Please copy every line below that contains the string "JSON".
★ ★ ★
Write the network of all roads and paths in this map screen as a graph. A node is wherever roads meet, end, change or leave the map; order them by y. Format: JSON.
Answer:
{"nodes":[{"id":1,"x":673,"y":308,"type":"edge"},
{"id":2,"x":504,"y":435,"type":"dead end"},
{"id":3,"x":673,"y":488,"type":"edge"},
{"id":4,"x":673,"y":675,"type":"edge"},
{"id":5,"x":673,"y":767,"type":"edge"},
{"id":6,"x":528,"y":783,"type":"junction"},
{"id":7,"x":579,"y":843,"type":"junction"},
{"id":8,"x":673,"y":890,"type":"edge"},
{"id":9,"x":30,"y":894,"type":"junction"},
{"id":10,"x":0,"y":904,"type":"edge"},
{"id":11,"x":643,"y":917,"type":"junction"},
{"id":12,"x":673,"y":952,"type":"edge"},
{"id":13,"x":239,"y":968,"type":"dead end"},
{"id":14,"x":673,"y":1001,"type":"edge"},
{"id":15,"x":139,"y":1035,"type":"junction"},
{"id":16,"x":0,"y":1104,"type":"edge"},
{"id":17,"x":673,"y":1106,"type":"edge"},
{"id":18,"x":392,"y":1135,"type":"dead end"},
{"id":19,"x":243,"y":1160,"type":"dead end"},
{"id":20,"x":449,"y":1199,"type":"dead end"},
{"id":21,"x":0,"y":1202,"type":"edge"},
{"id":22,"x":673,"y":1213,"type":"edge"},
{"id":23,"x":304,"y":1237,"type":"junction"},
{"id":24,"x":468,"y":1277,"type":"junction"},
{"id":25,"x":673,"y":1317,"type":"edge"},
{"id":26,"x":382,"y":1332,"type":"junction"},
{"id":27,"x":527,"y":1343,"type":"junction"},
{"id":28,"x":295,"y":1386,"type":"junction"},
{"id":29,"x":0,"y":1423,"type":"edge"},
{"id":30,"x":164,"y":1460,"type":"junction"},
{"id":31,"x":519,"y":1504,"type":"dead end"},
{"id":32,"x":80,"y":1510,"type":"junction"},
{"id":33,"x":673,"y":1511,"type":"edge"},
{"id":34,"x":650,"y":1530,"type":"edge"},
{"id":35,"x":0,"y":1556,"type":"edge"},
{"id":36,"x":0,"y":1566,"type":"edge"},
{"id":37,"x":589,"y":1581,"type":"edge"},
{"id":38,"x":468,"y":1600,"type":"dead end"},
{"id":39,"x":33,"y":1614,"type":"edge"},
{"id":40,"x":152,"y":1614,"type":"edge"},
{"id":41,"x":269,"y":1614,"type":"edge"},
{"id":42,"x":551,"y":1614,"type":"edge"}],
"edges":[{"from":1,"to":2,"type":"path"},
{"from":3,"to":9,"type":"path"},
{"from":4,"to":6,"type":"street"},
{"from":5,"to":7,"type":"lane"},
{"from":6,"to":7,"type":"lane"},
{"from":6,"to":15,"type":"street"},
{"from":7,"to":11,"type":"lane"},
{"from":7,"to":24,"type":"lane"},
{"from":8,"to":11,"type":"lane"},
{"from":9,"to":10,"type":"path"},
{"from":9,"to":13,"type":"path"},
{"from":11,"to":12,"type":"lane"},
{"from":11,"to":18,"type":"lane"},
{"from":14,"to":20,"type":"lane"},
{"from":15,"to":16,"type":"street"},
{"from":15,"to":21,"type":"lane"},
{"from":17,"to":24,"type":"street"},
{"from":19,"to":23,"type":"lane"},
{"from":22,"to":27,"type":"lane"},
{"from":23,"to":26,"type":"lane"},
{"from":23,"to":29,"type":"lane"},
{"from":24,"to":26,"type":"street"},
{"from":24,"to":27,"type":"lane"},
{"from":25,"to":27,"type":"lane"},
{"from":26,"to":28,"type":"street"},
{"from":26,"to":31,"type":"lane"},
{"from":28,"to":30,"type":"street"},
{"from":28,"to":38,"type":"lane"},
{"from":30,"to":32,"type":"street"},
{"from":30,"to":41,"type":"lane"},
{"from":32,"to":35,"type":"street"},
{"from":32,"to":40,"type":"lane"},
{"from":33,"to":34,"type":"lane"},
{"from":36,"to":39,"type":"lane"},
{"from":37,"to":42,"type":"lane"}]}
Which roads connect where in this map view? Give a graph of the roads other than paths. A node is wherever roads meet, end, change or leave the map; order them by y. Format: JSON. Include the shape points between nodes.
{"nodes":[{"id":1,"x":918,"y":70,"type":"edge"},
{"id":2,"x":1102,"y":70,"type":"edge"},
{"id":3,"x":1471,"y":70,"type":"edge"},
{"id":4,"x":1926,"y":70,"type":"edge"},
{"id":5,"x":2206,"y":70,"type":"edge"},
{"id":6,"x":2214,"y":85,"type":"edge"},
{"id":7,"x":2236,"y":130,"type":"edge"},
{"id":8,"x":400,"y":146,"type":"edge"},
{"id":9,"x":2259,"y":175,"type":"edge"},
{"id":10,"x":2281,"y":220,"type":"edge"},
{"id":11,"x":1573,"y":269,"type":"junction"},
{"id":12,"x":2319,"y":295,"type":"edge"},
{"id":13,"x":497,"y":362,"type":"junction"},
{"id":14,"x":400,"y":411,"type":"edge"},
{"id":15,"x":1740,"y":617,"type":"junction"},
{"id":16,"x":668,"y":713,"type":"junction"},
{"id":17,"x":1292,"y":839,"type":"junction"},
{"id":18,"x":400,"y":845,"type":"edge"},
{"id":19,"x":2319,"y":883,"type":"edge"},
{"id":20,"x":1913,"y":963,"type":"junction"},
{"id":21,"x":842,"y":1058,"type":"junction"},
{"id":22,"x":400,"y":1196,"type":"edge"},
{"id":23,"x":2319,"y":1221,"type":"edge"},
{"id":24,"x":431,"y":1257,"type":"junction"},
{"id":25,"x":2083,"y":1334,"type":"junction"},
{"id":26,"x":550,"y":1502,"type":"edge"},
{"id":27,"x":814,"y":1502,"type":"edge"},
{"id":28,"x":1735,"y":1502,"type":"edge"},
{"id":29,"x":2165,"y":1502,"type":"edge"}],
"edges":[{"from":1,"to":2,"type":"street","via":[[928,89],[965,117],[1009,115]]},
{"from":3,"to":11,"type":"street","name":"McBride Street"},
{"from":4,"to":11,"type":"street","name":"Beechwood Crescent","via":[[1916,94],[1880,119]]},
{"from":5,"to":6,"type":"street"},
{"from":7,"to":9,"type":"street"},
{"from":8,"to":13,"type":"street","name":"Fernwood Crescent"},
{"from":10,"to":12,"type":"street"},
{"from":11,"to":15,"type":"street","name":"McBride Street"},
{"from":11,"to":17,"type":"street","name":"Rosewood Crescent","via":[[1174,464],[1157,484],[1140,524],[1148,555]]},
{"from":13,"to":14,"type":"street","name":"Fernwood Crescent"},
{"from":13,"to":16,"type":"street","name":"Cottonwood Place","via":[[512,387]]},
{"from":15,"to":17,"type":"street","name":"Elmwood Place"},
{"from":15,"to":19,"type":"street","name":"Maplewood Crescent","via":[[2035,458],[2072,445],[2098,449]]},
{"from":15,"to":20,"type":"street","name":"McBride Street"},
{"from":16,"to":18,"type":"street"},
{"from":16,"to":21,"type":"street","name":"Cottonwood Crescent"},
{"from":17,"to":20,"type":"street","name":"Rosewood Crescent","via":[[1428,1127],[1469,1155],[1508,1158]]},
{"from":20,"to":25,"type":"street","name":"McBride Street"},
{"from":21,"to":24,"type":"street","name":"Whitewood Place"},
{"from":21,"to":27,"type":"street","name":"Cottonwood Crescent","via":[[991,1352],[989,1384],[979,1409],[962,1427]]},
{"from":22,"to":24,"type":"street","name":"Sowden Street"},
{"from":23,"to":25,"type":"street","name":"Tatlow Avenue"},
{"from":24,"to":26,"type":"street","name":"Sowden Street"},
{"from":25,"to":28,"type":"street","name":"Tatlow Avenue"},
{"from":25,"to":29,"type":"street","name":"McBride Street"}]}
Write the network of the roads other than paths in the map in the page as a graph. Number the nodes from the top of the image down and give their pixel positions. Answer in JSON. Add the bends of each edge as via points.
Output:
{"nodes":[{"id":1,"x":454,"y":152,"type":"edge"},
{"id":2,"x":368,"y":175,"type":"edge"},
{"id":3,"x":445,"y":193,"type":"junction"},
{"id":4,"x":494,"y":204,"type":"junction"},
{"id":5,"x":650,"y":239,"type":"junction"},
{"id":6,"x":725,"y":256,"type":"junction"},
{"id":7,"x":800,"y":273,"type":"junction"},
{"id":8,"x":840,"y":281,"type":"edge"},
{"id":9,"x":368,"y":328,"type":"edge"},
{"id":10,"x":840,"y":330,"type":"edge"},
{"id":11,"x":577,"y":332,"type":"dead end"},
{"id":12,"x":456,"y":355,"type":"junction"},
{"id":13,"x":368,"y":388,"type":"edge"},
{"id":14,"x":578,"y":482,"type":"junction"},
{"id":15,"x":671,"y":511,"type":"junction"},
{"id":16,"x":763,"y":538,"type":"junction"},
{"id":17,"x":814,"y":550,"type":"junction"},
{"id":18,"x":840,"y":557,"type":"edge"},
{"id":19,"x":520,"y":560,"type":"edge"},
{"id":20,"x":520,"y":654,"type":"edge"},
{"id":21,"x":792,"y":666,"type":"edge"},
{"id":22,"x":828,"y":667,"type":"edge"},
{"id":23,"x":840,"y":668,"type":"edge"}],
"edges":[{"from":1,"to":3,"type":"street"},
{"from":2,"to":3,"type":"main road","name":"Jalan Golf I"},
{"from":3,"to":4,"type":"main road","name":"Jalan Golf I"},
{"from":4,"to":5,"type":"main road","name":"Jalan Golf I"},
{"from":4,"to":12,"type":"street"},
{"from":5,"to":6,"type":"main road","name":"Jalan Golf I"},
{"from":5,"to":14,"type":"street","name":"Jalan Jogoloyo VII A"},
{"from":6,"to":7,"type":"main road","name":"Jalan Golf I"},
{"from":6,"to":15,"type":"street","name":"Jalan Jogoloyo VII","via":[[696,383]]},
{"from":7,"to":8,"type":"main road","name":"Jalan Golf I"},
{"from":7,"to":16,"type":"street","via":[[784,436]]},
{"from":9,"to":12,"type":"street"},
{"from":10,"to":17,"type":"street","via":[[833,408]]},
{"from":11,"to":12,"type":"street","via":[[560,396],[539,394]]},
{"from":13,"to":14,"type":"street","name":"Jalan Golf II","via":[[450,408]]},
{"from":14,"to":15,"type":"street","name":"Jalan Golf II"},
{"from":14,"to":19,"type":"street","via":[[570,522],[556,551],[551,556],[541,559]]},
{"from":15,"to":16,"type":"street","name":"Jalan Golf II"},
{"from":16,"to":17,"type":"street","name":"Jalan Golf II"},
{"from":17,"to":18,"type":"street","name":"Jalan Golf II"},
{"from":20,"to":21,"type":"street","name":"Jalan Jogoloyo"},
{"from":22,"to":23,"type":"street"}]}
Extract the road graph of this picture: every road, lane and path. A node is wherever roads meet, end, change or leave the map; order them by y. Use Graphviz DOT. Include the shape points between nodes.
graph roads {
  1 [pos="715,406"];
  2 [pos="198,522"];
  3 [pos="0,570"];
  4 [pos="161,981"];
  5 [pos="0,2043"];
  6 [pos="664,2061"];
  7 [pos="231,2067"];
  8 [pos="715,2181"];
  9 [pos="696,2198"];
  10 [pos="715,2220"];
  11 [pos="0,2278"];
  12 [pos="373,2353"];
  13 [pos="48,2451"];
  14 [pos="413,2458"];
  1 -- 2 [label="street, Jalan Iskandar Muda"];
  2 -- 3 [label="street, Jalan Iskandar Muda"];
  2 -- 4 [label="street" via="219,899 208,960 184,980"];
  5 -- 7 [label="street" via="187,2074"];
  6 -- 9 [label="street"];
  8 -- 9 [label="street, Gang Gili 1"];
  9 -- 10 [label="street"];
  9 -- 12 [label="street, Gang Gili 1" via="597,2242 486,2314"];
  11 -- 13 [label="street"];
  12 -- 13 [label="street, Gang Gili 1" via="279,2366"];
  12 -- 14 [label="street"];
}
★ ★ ★
## Exercise result
Write the network of all roads and paths in this map screen as a graph. A node is wherever roads meet, end, change or leave the map; order them by y. Format: JSON.
Which roads connect where in this map view? Give a graph of the roads other than paths. A node is wherever roads meet, end, change or leave the map; order them by y. Format: JSON. Include the shape points between nodes.
Write the network of the roads other than paths in the map in the page as a graph. Number the nodes from the top of the image down and give their pixel positions. Answer in JSON. Add the bends of each edge as via points.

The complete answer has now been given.